> **Problem statement**:
Copy the data exactly. Images are to be left out.

** Opening The input block **

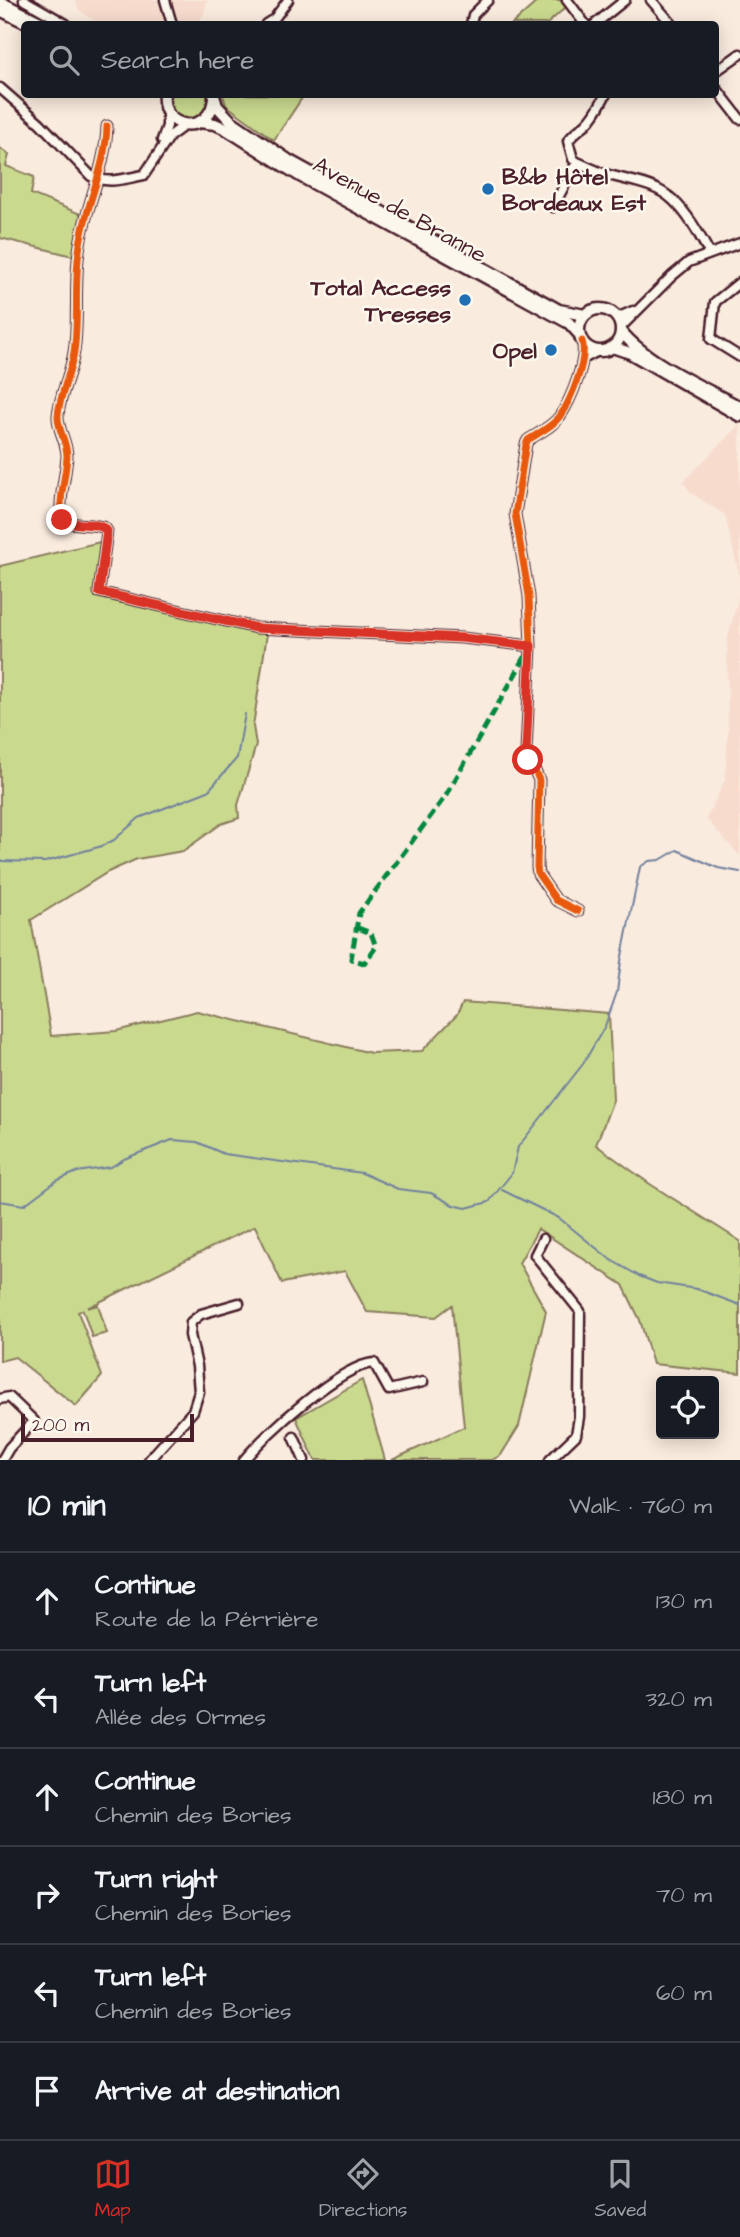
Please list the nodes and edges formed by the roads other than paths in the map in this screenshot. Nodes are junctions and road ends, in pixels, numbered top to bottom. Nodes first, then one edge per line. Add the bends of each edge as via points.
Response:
1 (24, 0) edge
2 (164, 0) edge
3 (288, 0) edge
4 (488, 0) edge
5 (567, 0) edge
6 (625, 0) edge
7 (651, 0) edge
8 (666, 0) edge
9 (0, 2) edge
10 (0, 10) edge
11 (661, 12) junction
12 (23, 21) edge
13 (38, 21) edge
14 (61, 21) edge
15 (171, 21) edge
16 (271, 21) edge
17 (472, 21) edge
18 (583, 21) edge
19 (599, 21) edge
20 (668, 21) edge
21 (740, 54) edge
22 (719, 69) edge
23 (0, 88) edge
24 (719, 92) edge
25 (158, 98) edge
26 (164, 98) edge
27 (213, 98) edge
28 (214, 98) edge
29 (604, 98) edge
30 (165, 110) junction
31 (739, 116) edge
32 (199, 122) junction
33 (185, 125) junction
34 (107, 126) dead end
35 (577, 162) junction
36 (131, 178) junction
37 (98, 180) junction
38 (554, 206) dead end
39 (740, 243) edge
40 (710, 254) junction
41 (740, 282) edge
42 (585, 315) junction
43 (620, 325) junction
44 (581, 337) junction
45 (612, 347) junction
46 (598, 351) junction
47 (740, 357) edge
48 (583, 359) junction
49 (740, 407) edge
50 (740, 416) edge
51 (531, 646) junction
52 (578, 911) dead end
53 (543, 1238) dead end
54 (239, 1303) dead end
55 (423, 1382) dead end
56 (0, 1399) edge
57 (294, 1437) dead end
58 (3, 1460) edge
59 (149, 1460) edge
60 (244, 1460) edge
61 (304, 1460) edge
62 (550, 1460) edge

1 - 14 street
2 - 15 street
3 - 16 street
4 - 17 street
5 - 18 street
6 - 19 street
7 - 11 street
8 - 11 street
9 - 13 main road
10 - 12 main road
11 - 20 street
21 - 22 street
23 - 37 street
24 - 31 street
25 - 30 main road
26 - 30 main road
27 - 32 main road via 211,112
28 - 42 main road, Avenue de Branne via 230,121 288,160 559,310
29 - 35 street via 568,141
30 - 33 main road
30 - 36 street via 165,134 144,168
32 - 33 main road
32 - 44 main road, Avenue de Branne via 215,124 300,176 569,323
33 - 36 street via 170,136 144,175
34 - 37 street
35 - 38 street
35 - 40 street via 662,191 687,216
36 - 37 street
37 - 51 street via 79,250 74,353 58,412 67,454 62,520 99,525 107,531 99,592 256,628
39 - 40 street
40 - 43 street via 672,275
41 - 47 street via 715,302 711,339
42 - 43 main road via 598,309 612,313
42 - 44 main road
43 - 45 main road
43 - 49 main road via 628,341 647,355
44 - 46 main road
44 - 48 street
45 - 46 main road
45 - 50 main road
46 - 48 street
48 - 51 street via 559,418 526,444 515,514 529,596
51 - 52 street via 526,751 539,780 538,874 556,900
53 - 62 street via 535,1255 580,1311 576,1435
54 - 59 street via 201,1314 191,1322 199,1392 193,1412
55 - 60 street via 389,1390 374,1363 367,1364 319,1392
56 - 58 street via 9,1397 34,1421
57 - 61 street

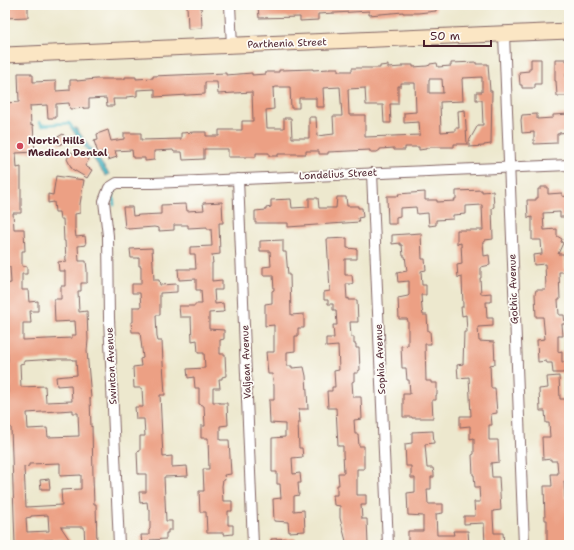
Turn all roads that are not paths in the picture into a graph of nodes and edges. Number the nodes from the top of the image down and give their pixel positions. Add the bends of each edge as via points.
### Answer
1 (230, 5) edge
2 (569, 31) edge
3 (504, 34) junction
4 (232, 46) junction
5 (5, 55) edge
6 (569, 165) edge
7 (508, 167) junction
8 (372, 173) junction
9 (238, 179) junction
10 (109, 188) joint
11 (119, 545) edge
12 (253, 545) edge
13 (388, 545) edge
14 (524, 545) edge

1 - 4 street
2 - 3 main road, Parthenia Street
3 - 4 main road, Parthenia Street
3 - 7 street, Gothic Avenue
4 - 5 main road, Parthenia Street
6 - 7 street, Londelius Street
7 - 8 street, Londelius Street
7 - 14 street, Gothic Avenue
8 - 9 street, Londelius Street
8 - 13 street, Sophia Avenue
9 - 10 street, Londelius Street via 124,182
9 - 12 street, Valjean Avenue
10 - 11 street, Swinton Avenue via 104,208 108,236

** Closing The input block **

> **Written reply**:
Please list the nodes and edges formed by the roads other than paths in the map in this screenshot. Nodes are junctions and road ends, in pixels, numbered top to bottom. Nodes first, then one edge per line. Add the bends of each edge as via points.
Response:
1 (24, 0) edge
2 (164, 0) edge
3 (288, 0) edge
4 (488, 0) edge
5 (567, 0) edge
6 (625, 0) edge
7 (651, 0) edge
8 (666, 0) edge
9 (0, 2) edge
10 (0, 10) edge
11 (661, 12) junction
12 (23, 21) edge
13 (38, 21) edge
14 (61, 21) edge
15 (171, 21) edge
16 (271, 21) edge
17 (472, 21) edge
18 (583, 21) edge
19 (599, 21) edge
20 (668, 21) edge
21 (740, 54) edge
22 (719, 69) edge
23 (0, 88) edge
24 (719, 92) edge
25 (158, 98) edge
26 (164, 98) edge
27 (213, 98) edge
28 (214, 98) edge
29 (604, 98) edge
30 (165, 110) junction
31 (739, 116) edge
32 (199, 122) junction
33 (185, 125) junction
34 (107, 126) dead end
35 (577, 162) junction
36 (131, 178) junction
37 (98, 180) junction
38 (554, 206) dead end
39 (740, 243) edge
40 (710, 254) junction
41 (740, 282) edge
42 (585, 315) junction
43 (620, 325) junction
44 (581, 337) junction
45 (612, 347) junction
46 (598, 351) junction
47 (740, 357) edge
48 (583, 359) junction
49 (740, 407) edge
50 (740, 416) edge
51 (531, 646) junction
52 (578, 911) dead end
53 (543, 1238) dead end
54 (239, 1303) dead end
55 (423, 1382) dead end
56 (0, 1399) edge
57 (294, 1437) dead end
58 (3, 1460) edge
59 (149, 1460) edge
60 (244, 1460) edge
61 (304, 1460) edge
62 (550, 1460) edge

1 - 14 street
2 - 15 street
3 - 16 street
4 - 17 street
5 - 18 street
6 - 19 street
7 - 11 street
8 - 11 street
9 - 13 main road
10 - 12 main road
11 - 20 street
21 - 22 street
23 - 37 street
24 - 31 street
25 - 30 main road
26 - 30 main road
27 - 32 main road via 211,112
28 - 42 main road, Avenue de Branne via 230,121 288,160 559,310
29 - 35 street via 568,141
30 - 33 main road
30 - 36 street via 165,134 144,168
32 - 33 main road
32 - 44 main road, Avenue de Branne via 215,124 300,176 569,323
33 - 36 street via 170,136 144,175
34 - 37 street
35 - 38 street
35 - 40 street via 662,191 687,216
36 - 37 street
37 - 51 street via 79,250 74,353 58,412 67,454 62,520 99,525 107,531 99,592 256,628
39 - 40 street
40 - 43 street via 672,275
41 - 47 street via 715,302 711,339
42 - 43 main road via 598,309 612,313
42 - 44 main road
43 - 45 main road
43 - 49 main road via 628,341 647,355
44 - 46 main road
44 - 48 street
45 - 46 main road
45 - 50 main road
46 - 48 street
48 - 51 street via 559,418 526,444 515,514 529,596
51 - 52 street via 526,751 539,780 538,874 556,900
53 - 62 street via 535,1255 580,1311 576,1435
54 - 59 street via 201,1314 191,1322 199,1392 193,1412
55 - 60 street via 389,1390 374,1363 367,1364 319,1392
56 - 58 street via 9,1397 34,1421
57 - 61 street

Turn all roads that are not paths in the picture into a graph of nodes and edges. Number the nodes from the top of the image down and give their pixel positions. Add the bends of each edge as via points.
### Answer
1 (230, 5) edge
2 (569, 31) edge
3 (504, 34) junction
4 (232, 46) junction
5 (5, 55) edge
6 (569, 165) edge
7 (508, 167) junction
8 (372, 173) junction
9 (238, 179) junction
10 (109, 188) joint
11 (119, 545) edge
12 (253, 545) edge
13 (388, 545) edge
14 (524, 545) edge

1 - 4 street
2 - 3 main road, Parthenia Street
3 - 4 main road, Parthenia Street
3 - 7 street, Gothic Avenue
4 - 5 main road, Parthenia Street
6 - 7 street, Londelius Street
7 - 8 street, Londelius Street
7 - 14 street, Gothic Avenue
8 - 9 street, Londelius Street
8 - 13 street, Sophia Avenue
9 - 10 street, Londelius Street via 124,182
9 - 12 street, Valjean Avenue
10 - 11 street, Swinton Avenue via 104,208 108,236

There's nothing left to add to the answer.